**Exercise:**
Among the records below, find the lines that hold the word "Gifhorner" and report how many there are, with no other words.

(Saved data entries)
----

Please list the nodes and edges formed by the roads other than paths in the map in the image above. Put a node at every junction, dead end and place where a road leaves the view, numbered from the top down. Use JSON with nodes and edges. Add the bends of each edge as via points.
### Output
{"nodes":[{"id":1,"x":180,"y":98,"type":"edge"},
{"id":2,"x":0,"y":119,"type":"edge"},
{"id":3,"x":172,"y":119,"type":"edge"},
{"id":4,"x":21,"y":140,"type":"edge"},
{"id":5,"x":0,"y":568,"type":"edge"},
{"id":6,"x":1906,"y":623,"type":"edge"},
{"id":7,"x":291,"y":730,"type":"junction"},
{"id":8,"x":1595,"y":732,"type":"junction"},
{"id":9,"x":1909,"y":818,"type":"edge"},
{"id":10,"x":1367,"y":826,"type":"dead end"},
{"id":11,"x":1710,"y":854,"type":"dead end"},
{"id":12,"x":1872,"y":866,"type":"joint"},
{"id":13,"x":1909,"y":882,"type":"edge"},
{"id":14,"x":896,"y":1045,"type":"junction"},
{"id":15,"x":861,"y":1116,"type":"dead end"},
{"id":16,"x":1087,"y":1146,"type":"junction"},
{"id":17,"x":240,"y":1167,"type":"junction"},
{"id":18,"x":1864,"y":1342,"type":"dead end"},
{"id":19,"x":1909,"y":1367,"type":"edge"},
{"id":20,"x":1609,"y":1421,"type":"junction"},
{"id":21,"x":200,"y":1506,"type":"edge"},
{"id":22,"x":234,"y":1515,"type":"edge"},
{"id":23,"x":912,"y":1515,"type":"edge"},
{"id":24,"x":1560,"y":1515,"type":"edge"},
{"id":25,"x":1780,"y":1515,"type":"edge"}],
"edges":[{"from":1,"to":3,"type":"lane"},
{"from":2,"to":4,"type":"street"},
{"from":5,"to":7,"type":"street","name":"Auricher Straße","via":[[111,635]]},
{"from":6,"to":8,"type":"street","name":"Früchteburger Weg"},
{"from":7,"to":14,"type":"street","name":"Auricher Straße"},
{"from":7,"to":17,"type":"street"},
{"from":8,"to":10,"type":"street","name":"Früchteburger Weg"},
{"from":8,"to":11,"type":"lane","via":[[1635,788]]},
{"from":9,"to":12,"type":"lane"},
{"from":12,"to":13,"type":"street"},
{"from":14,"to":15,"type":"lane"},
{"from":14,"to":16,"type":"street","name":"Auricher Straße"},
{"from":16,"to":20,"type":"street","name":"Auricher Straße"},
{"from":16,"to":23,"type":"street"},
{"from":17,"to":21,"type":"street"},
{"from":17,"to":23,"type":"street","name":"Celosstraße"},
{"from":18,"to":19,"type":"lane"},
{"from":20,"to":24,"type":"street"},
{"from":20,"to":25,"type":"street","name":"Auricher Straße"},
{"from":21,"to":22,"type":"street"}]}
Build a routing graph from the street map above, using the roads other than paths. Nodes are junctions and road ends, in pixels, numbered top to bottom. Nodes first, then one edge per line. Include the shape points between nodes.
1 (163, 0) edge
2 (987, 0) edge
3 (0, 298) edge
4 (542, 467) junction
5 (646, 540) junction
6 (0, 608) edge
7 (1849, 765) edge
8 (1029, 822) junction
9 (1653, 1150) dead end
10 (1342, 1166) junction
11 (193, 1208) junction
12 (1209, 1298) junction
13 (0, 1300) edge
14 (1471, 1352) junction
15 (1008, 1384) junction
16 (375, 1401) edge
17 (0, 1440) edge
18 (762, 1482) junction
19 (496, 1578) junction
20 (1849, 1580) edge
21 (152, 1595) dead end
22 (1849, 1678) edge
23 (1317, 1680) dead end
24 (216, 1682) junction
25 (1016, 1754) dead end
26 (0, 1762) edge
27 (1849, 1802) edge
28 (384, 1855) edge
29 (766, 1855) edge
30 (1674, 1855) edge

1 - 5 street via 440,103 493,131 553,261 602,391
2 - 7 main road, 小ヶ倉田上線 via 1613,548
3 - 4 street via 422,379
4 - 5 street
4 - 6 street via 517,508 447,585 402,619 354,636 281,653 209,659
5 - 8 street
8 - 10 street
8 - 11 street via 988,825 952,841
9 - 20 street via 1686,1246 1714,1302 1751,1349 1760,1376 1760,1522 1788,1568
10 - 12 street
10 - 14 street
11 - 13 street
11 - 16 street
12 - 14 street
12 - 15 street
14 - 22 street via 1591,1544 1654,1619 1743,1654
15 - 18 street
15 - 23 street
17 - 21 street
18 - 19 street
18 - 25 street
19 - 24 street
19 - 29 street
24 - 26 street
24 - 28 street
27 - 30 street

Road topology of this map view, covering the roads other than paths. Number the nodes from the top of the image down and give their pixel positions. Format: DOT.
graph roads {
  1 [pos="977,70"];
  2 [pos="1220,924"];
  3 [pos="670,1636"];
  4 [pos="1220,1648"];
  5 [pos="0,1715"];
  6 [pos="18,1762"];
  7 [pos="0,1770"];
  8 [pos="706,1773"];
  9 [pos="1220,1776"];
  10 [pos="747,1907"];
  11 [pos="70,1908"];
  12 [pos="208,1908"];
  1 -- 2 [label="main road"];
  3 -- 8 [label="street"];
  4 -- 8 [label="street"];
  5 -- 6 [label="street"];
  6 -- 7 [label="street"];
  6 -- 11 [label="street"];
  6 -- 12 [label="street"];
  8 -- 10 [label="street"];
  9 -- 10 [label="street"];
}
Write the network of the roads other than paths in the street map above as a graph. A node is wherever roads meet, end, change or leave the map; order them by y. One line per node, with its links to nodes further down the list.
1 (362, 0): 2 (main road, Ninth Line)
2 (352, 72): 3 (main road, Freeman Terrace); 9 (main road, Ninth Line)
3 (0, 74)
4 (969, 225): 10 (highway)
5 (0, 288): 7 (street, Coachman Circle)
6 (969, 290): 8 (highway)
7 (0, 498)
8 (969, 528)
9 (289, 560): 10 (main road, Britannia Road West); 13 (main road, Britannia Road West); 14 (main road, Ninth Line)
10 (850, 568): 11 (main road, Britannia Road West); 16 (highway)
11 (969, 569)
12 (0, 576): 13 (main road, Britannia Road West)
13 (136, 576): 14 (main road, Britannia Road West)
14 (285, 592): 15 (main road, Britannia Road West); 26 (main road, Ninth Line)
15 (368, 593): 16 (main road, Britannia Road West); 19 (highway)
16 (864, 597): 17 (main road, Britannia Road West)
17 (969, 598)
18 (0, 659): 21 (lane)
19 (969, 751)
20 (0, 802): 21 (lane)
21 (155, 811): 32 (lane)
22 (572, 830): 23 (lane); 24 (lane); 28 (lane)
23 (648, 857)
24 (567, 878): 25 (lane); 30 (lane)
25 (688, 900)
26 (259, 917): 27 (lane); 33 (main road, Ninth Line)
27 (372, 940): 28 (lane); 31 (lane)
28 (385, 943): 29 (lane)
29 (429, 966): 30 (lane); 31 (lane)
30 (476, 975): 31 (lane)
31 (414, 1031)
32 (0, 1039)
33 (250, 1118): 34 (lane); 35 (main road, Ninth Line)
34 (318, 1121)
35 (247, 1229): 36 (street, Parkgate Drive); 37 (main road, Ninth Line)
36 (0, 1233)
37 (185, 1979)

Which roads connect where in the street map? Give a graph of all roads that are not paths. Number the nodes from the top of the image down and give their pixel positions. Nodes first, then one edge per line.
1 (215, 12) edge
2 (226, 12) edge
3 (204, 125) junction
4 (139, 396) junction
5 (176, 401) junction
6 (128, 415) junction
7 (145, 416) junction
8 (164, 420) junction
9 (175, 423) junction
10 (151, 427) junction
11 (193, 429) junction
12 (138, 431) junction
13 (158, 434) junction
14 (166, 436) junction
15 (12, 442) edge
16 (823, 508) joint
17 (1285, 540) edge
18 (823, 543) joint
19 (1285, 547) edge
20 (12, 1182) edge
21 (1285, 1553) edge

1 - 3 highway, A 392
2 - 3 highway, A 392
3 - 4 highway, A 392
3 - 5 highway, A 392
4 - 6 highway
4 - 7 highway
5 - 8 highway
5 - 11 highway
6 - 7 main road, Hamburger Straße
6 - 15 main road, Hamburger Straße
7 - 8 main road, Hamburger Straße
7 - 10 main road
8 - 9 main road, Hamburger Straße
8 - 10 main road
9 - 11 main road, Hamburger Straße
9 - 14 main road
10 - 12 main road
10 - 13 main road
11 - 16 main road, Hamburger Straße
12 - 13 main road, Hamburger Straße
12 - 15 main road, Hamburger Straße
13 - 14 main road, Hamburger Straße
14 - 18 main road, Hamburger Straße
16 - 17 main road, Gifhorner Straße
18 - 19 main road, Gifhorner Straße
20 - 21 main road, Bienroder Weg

----

**Solution for this exercise:**
2